[Data to process Boundary: Start]

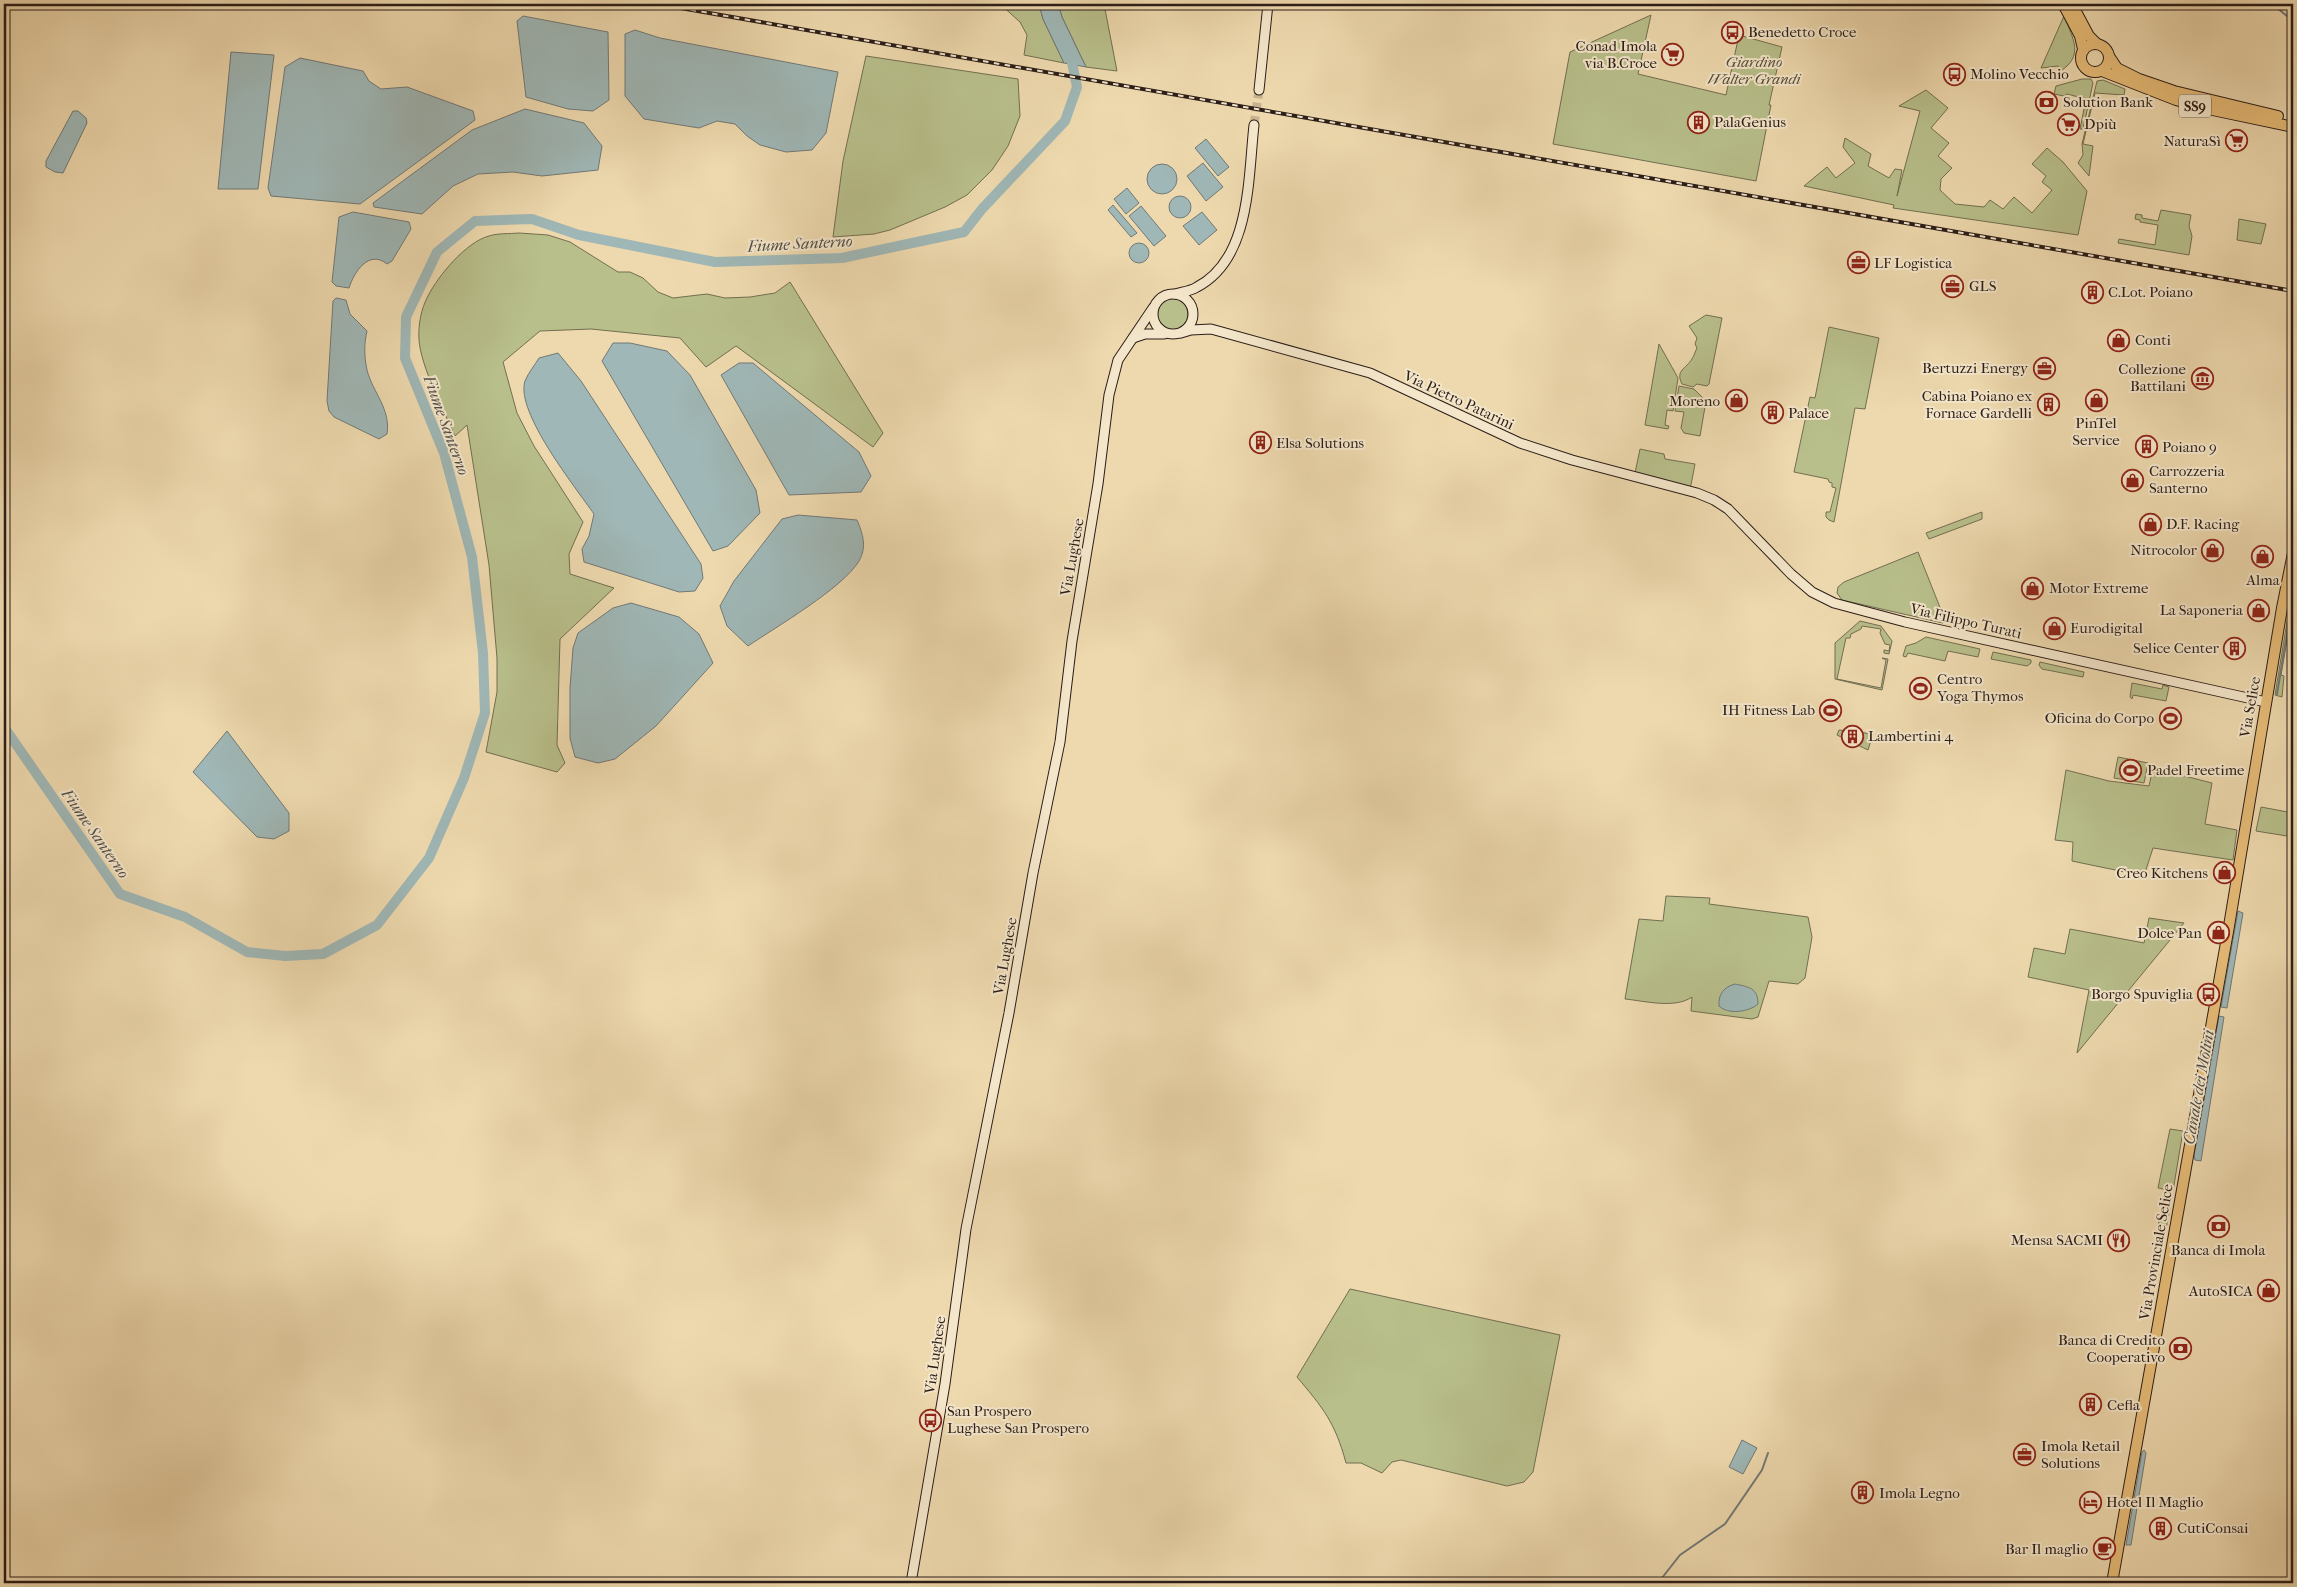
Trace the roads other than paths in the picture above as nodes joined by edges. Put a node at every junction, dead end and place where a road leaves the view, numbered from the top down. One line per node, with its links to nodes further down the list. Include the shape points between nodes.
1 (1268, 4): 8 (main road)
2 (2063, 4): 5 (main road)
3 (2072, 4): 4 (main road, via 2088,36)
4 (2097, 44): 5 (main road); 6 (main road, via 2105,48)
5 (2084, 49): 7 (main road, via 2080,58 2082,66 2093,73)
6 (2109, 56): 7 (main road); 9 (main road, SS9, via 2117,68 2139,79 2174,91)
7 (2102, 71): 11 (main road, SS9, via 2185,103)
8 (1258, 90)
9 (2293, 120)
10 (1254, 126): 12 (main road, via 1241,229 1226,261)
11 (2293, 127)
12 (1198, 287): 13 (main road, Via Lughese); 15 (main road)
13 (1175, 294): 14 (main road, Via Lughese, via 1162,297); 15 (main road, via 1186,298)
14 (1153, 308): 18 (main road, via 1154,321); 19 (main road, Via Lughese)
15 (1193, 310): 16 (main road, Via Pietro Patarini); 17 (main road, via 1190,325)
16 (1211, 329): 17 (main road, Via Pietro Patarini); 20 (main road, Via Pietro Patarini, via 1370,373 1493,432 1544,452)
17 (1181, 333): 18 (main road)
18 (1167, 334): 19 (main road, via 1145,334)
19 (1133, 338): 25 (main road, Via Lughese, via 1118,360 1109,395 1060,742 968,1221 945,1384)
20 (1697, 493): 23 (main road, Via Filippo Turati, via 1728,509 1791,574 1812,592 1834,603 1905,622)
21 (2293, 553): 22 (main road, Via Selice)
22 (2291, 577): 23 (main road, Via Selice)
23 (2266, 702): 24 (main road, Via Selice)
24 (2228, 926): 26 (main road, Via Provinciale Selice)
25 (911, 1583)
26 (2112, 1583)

[Data to process Boundary: End]

Assignment = Set the listing down in full and exactly. Pictures within it should not appear in the copy.

Reply to the task =
Trace the roads other than paths in the picture above as nodes joined by edges. Put a node at every junction, dead end and place where a road leaves the view, numbered from the top down. One line per node, with its links to nodes further down the list. Include the shape points between nodes.
1 (1268, 4): 8 (main road)
2 (2063, 4): 5 (main road)
3 (2072, 4): 4 (main road, via 2088,36)
4 (2097, 44): 5 (main road); 6 (main road, via 2105,48)
5 (2084, 49): 7 (main road, via 2080,58 2082,66 2093,73)
6 (2109, 56): 7 (main road); 9 (main road, SS9, via 2117,68 2139,79 2174,91)
7 (2102, 71): 11 (main road, SS9, via 2185,103)
8 (1258, 90)
9 (2293, 120)
10 (1254, 126): 12 (main road, via 1241,229 1226,261)
11 (2293, 127)
12 (1198, 287): 13 (main road, Via Lughese); 15 (main road)
13 (1175, 294): 14 (main road, Via Lughese, via 1162,297); 15 (main road, via 1186,298)
14 (1153, 308): 18 (main road, via 1154,321); 19 (main road, Via Lughese)
15 (1193, 310): 16 (main road, Via Pietro Patarini); 17 (main road, via 1190,325)
16 (1211, 329): 17 (main road, Via Pietro Patarini); 20 (main road, Via Pietro Patarini, via 1370,373 1493,432 1544,452)
17 (1181, 333): 18 (main road)
18 (1167, 334): 19 (main road, via 1145,334)
19 (1133, 338): 25 (main road, Via Lughese, via 1118,360 1109,395 1060,742 968,1221 945,1384)
20 (1697, 493): 23 (main road, Via Filippo Turati, via 1728,509 1791,574 1812,592 1834,603 1905,622)
21 (2293, 553): 22 (main road, Via Selice)
22 (2291, 577): 23 (main road, Via Selice)
23 (2266, 702): 24 (main road, Via Selice)
24 (2228, 926): 26 (main road, Via Provinciale Selice)
25 (911, 1583)
26 (2112, 1583)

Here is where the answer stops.